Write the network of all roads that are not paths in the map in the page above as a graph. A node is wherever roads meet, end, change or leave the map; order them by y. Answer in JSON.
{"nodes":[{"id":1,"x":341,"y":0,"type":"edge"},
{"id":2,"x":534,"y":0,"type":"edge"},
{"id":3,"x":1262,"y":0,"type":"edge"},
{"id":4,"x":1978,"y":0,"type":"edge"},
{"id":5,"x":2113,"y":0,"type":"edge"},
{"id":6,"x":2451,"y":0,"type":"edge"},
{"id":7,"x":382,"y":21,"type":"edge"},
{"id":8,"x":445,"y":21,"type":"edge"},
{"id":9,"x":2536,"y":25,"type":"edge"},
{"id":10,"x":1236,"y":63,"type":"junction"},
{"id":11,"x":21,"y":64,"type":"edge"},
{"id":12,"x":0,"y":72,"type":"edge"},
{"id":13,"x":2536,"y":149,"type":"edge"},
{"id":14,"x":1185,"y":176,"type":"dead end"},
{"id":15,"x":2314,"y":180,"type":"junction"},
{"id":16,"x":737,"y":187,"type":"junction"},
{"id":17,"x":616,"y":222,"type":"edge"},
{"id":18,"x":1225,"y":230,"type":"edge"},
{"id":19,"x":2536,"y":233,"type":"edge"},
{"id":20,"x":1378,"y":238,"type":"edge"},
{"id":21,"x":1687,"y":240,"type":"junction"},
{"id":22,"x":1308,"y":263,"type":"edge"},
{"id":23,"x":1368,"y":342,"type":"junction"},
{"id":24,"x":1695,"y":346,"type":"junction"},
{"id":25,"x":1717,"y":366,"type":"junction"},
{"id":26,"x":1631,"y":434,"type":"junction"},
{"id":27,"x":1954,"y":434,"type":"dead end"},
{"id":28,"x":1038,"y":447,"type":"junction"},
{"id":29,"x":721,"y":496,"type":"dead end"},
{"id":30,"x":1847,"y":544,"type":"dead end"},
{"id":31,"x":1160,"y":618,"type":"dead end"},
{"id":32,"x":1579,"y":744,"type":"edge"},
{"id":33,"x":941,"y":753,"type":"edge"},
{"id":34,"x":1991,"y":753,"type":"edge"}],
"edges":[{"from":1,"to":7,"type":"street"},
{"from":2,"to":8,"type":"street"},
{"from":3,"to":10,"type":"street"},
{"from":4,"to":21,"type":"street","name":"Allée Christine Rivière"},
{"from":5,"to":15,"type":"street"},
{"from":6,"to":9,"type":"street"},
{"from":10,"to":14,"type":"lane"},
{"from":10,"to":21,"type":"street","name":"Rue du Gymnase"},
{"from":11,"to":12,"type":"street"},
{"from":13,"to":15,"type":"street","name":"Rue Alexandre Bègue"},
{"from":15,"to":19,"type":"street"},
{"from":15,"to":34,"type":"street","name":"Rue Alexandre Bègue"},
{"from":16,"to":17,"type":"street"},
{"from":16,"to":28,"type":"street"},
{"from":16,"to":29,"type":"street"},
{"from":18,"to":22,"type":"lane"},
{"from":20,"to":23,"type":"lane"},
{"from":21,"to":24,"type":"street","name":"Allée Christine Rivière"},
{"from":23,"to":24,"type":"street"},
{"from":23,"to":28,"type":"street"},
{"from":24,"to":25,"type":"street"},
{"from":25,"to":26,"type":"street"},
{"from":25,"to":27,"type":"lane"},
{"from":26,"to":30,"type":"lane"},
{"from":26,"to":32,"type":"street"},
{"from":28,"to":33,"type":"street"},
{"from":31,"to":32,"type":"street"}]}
******************************
— Activity —
The word "Allée" appears on some lines of the data above; count those lines and return only the number.

— Result of the task —
2